-------- Dataset excerpts --------
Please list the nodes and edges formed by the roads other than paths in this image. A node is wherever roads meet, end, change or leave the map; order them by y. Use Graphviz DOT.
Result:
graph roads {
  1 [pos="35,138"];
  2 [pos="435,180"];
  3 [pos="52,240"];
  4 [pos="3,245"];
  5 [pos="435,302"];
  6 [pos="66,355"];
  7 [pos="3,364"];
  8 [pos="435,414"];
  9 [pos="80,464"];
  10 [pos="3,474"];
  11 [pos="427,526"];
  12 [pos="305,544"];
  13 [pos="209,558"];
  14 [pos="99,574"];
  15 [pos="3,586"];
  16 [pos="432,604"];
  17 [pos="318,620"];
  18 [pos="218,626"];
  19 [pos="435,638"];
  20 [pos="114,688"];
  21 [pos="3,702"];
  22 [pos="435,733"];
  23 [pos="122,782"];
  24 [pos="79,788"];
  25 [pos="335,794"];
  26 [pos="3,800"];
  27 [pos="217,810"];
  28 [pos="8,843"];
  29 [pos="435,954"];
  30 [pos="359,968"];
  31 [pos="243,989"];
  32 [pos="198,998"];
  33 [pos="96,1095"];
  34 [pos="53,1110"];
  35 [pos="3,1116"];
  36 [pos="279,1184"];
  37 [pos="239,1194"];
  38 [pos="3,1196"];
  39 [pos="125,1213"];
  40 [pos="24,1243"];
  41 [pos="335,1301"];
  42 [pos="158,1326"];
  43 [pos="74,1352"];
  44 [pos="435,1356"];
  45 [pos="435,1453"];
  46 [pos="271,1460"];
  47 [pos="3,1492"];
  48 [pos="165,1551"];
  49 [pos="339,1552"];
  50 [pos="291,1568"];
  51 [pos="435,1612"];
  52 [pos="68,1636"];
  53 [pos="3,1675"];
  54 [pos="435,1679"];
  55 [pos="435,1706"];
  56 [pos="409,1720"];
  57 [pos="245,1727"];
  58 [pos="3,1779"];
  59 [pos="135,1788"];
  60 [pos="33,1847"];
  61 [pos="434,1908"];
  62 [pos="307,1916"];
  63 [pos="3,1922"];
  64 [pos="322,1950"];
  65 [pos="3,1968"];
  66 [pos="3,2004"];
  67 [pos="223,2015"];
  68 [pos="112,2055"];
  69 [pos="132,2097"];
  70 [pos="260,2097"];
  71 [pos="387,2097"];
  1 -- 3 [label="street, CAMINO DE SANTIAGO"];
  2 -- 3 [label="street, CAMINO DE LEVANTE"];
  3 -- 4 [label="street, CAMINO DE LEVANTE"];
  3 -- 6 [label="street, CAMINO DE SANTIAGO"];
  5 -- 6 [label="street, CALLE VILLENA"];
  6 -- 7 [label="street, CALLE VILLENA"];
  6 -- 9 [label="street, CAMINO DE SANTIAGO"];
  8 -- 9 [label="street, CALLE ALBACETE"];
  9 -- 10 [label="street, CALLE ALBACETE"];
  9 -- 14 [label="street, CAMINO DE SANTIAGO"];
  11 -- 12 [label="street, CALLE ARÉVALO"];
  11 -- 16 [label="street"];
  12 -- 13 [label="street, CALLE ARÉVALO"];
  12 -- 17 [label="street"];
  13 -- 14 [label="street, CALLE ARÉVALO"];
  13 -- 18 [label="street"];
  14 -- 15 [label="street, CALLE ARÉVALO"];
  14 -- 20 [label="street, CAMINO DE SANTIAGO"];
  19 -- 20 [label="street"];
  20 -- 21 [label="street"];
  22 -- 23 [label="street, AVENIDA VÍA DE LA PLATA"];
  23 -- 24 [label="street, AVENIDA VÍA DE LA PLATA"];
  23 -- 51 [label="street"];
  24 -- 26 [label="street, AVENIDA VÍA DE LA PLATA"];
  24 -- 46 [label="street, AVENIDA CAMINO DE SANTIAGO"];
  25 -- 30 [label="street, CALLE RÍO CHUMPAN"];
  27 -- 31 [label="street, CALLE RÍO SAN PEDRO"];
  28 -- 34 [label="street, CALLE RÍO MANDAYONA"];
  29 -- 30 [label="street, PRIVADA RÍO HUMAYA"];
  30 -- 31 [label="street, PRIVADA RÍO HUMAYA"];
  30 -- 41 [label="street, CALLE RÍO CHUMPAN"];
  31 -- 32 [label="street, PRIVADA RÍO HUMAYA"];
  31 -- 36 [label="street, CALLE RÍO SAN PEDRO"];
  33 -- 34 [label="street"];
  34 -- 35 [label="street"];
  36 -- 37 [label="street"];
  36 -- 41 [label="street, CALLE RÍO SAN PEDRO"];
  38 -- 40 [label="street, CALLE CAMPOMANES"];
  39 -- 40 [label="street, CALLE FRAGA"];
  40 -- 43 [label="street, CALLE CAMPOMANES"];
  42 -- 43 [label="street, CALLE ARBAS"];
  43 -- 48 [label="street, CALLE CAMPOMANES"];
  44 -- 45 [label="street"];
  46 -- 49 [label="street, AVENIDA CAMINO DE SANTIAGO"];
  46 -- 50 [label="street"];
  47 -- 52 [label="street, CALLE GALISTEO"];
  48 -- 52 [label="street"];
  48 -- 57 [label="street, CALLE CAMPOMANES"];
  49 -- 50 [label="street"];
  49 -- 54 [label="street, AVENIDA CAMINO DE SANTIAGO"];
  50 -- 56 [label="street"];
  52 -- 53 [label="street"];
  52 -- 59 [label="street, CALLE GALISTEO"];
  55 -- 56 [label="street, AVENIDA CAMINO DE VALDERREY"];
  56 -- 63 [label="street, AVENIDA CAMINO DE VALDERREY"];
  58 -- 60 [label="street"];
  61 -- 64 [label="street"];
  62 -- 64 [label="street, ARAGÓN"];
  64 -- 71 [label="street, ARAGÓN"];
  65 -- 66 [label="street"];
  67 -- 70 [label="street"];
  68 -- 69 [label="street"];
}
--------
## What is required
In full and without alteration, copy the entries.

## Response to this task
Please list the nodes and edges formed by the roads other than paths in this image. A node is wherever roads meet, end, change or leave the map; order them by y. Use Graphviz DOT.
Result:
graph roads {
  1 [pos="35,138"];
  2 [pos="435,180"];
  3 [pos="52,240"];
  4 [pos="3,245"];
  5 [pos="435,302"];
  6 [pos="66,355"];
  7 [pos="3,364"];
  8 [pos="435,414"];
  9 [pos="80,464"];
  10 [pos="3,474"];
  11 [pos="427,526"];
  12 [pos="305,544"];
  13 [pos="209,558"];
  14 [pos="99,574"];
  15 [pos="3,586"];
  16 [pos="432,604"];
  17 [pos="318,620"];
  18 [pos="218,626"];
  19 [pos="435,638"];
  20 [pos="114,688"];
  21 [pos="3,702"];
  22 [pos="435,733"];
  23 [pos="122,782"];
  24 [pos="79,788"];
  25 [pos="335,794"];
  26 [pos="3,800"];
  27 [pos="217,810"];
  28 [pos="8,843"];
  29 [pos="435,954"];
  30 [pos="359,968"];
  31 [pos="243,989"];
  32 [pos="198,998"];
  33 [pos="96,1095"];
  34 [pos="53,1110"];
  35 [pos="3,1116"];
  36 [pos="279,1184"];
  37 [pos="239,1194"];
  38 [pos="3,1196"];
  39 [pos="125,1213"];
  40 [pos="24,1243"];
  41 [pos="335,1301"];
  42 [pos="158,1326"];
  43 [pos="74,1352"];
  44 [pos="435,1356"];
  45 [pos="435,1453"];
  46 [pos="271,1460"];
  47 [pos="3,1492"];
  48 [pos="165,1551"];
  49 [pos="339,1552"];
  50 [pos="291,1568"];
  51 [pos="435,1612"];
  52 [pos="68,1636"];
  53 [pos="3,1675"];
  54 [pos="435,1679"];
  55 [pos="435,1706"];
  56 [pos="409,1720"];
  57 [pos="245,1727"];
  58 [pos="3,1779"];
  59 [pos="135,1788"];
  60 [pos="33,1847"];
  61 [pos="434,1908"];
  62 [pos="307,1916"];
  63 [pos="3,1922"];
  64 [pos="322,1950"];
  65 [pos="3,1968"];
  66 [pos="3,2004"];
  67 [pos="223,2015"];
  68 [pos="112,2055"];
  69 [pos="132,2097"];
  70 [pos="260,2097"];
  71 [pos="387,2097"];
  1 -- 3 [label="street, CAMINO DE SANTIAGO"];
  2 -- 3 [label="street, CAMINO DE LEVANTE"];
  3 -- 4 [label="street, CAMINO DE LEVANTE"];
  3 -- 6 [label="street, CAMINO DE SANTIAGO"];
  5 -- 6 [label="street, CALLE VILLENA"];
  6 -- 7 [label="street, CALLE VILLENA"];
  6 -- 9 [label="street, CAMINO DE SANTIAGO"];
  8 -- 9 [label="street, CALLE ALBACETE"];
  9 -- 10 [label="street, CALLE ALBACETE"];
  9 -- 14 [label="street, CAMINO DE SANTIAGO"];
  11 -- 12 [label="street, CALLE ARÉVALO"];
  11 -- 16 [label="street"];
  12 -- 13 [label="street, CALLE ARÉVALO"];
  12 -- 17 [label="street"];
  13 -- 14 [label="street, CALLE ARÉVALO"];
  13 -- 18 [label="street"];
  14 -- 15 [label="street, CALLE ARÉVALO"];
  14 -- 20 [label="street, CAMINO DE SANTIAGO"];
  19 -- 20 [label="street"];
  20 -- 21 [label="street"];
  22 -- 23 [label="street, AVENIDA VÍA DE LA PLATA"];
  23 -- 24 [label="street, AVENIDA VÍA DE LA PLATA"];
  23 -- 51 [label="street"];
  24 -- 26 [label="street, AVENIDA VÍA DE LA PLATA"];
  24 -- 46 [label="street, AVENIDA CAMINO DE SANTIAGO"];
  25 -- 30 [label="street, CALLE RÍO CHUMPAN"];
  27 -- 31 [label="street, CALLE RÍO SAN PEDRO"];
  28 -- 34 [label="street, CALLE RÍO MANDAYONA"];
  29 -- 30 [label="street, PRIVADA RÍO HUMAYA"];
  30 -- 31 [label="street, PRIVADA RÍO HUMAYA"];
  30 -- 41 [label="street, CALLE RÍO CHUMPAN"];
  31 -- 32 [label="street, PRIVADA RÍO HUMAYA"];
  31 -- 36 [label="street, CALLE RÍO SAN PEDRO"];
  33 -- 34 [label="street"];
  34 -- 35 [label="street"];
  36 -- 37 [label="street"];
  36 -- 41 [label="street, CALLE RÍO SAN PEDRO"];
  38 -- 40 [label="street, CALLE CAMPOMANES"];
  39 -- 40 [label="street, CALLE FRAGA"];
  40 -- 43 [label="street, CALLE CAMPOMANES"];
  42 -- 43 [label="street, CALLE ARBAS"];
  43 -- 48 [label="street, CALLE CAMPOMANES"];
  44 -- 45 [label="street"];
  46 -- 49 [label="street, AVENIDA CAMINO DE SANTIAGO"];
  46 -- 50 [label="street"];
  47 -- 52 [label="street, CALLE GALISTEO"];
  48 -- 52 [label="street"];
  48 -- 57 [label="street, CALLE CAMPOMANES"];
  49 -- 50 [label="street"];
  49 -- 54 [label="street, AVENIDA CAMINO DE SANTIAGO"];
  50 -- 56 [label="street"];
  52 -- 53 [label="street"];
  52 -- 59 [label="street, CALLE GALISTEO"];
  55 -- 56 [label="street, AVENIDA CAMINO DE VALDERREY"];
  56 -- 63 [label="street, AVENIDA CAMINO DE VALDERREY"];
  58 -- 60 [label="street"];
  61 -- 64 [label="street"];
  62 -- 64 [label="street, ARAGÓN"];
  64 -- 71 [label="street, ARAGÓN"];
  65 -- 66 [label="street"];
  67 -- 70 [label="street"];
  68 -- 69 [label="street"];
}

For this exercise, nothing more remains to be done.